Most of what we learn in life is learned by OJT (on-the-job-training). We watch big brother tie his shoes, and then we imitate him. We watch Dad change the tire on the car, and we quickly know far more than if we had spent a couple of hours reading the manual. Becoming a carpenter is a process: a journeyman repeatedly shows an apprentice how to do carpentry. Just about everything we learn in the early years of our lives is learned in this manner, as is most of what we learn in the later years. It is the fastest and easiest way and in many cases the only way to learn. Nowhere is this principle more important than in learning spiritual truths.
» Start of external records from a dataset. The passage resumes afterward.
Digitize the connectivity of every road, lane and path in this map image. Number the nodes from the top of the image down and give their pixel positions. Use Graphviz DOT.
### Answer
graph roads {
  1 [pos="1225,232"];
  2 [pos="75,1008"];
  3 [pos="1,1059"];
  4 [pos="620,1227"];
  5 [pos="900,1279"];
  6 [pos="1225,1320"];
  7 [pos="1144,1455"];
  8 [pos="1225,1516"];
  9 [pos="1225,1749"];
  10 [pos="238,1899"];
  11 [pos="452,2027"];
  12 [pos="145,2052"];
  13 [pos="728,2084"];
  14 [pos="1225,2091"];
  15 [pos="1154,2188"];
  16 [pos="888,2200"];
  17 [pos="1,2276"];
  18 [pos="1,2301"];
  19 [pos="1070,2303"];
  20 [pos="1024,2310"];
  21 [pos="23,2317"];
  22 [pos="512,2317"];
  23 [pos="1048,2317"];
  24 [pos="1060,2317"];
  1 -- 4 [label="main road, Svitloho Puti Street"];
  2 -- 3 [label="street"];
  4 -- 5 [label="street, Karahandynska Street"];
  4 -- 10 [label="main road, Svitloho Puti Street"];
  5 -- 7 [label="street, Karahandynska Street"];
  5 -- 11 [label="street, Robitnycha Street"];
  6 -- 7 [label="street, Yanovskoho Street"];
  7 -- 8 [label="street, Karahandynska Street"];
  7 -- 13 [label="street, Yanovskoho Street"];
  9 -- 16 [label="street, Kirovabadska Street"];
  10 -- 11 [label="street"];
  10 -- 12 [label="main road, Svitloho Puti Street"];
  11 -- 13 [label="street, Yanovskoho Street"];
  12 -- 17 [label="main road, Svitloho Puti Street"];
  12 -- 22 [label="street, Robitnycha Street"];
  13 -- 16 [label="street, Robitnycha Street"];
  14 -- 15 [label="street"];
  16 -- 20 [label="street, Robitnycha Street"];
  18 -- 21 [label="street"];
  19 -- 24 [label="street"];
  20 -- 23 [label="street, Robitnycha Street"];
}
Discipling is all about learning from someone else as they are following Jesus. 

As we study the Scriptures, we see that there can be no "loner" Christians. We play an absolutely essential role in each other's lives. The gospel cannot be spread effectively without the human demonstration at the heart of it, nor can those who accept it be brought to maturity without those relationships (Matthew 28:19-20). 
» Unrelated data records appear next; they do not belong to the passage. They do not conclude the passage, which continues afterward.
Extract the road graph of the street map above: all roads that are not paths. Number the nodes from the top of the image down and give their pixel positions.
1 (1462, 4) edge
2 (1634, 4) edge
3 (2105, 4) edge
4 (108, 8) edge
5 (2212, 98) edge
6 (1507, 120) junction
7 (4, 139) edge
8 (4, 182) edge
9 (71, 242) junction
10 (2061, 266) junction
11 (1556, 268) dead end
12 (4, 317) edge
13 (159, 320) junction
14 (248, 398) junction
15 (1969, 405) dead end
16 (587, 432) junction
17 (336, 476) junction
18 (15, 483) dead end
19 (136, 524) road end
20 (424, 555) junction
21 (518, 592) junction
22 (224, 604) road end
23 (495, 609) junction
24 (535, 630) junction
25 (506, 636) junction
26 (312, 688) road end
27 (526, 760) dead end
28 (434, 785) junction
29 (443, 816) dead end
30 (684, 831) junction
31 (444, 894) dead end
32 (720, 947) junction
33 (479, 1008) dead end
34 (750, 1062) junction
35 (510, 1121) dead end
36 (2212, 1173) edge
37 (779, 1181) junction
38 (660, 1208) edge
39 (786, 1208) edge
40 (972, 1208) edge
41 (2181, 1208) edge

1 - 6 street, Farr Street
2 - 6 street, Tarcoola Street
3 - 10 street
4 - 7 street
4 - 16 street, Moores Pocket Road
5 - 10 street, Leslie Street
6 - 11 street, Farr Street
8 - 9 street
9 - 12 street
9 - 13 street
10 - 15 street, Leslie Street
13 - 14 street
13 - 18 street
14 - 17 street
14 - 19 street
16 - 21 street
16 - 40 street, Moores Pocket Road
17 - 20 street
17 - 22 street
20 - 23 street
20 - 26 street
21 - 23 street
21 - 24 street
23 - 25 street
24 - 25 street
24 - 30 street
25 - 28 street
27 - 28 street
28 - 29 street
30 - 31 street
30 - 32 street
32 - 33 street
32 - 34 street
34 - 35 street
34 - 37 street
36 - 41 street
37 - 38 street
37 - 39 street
The Bible alone is sufficient to reveal the content of the truth to man, but to grasp its power, we must read it both in black and white (pages) and in black, white, brown, red, and yellow (people). Can you see the point here? Discipleship has not been tried and found wanting; it has simply been found difficult and not often tried. However, when it is put into practice, lives change radically, and others are drawn to that magnet of visible change. Discipling works! And it is all that works! It was and is, without question, the plan of Jesus Christ for the salvation of the world. 

The Plan of the Master 

Years ago, when I was first learning about discipling, I read a very helpful little book entitled The Master Plan of Evangelism. Coleman shows quite conclusively that the Master's method was men, plainly and simply. He poured his life into men, especially the Twelve, and when he returned to heaven, he left them to evangelize the world. They very effectively carried out his mission because they followed the same plan of pouring their lives into the lives of others, who repeated the same process over and over and over. 

Christ's purpose was never to personally convert the masses, for in a physical body he was limited to one place at one time. However, through his spiritual body, the church, he could be everywhere at once. The masses are converted one by one. As I shared my faith yesterday with a young couple in a restaurant, disciples all over the world were doing the same. And as I slept last night, members of Jesus' body were carrying out his mission all over the world. Yes, the plan of Jesus was certainly the master plan! 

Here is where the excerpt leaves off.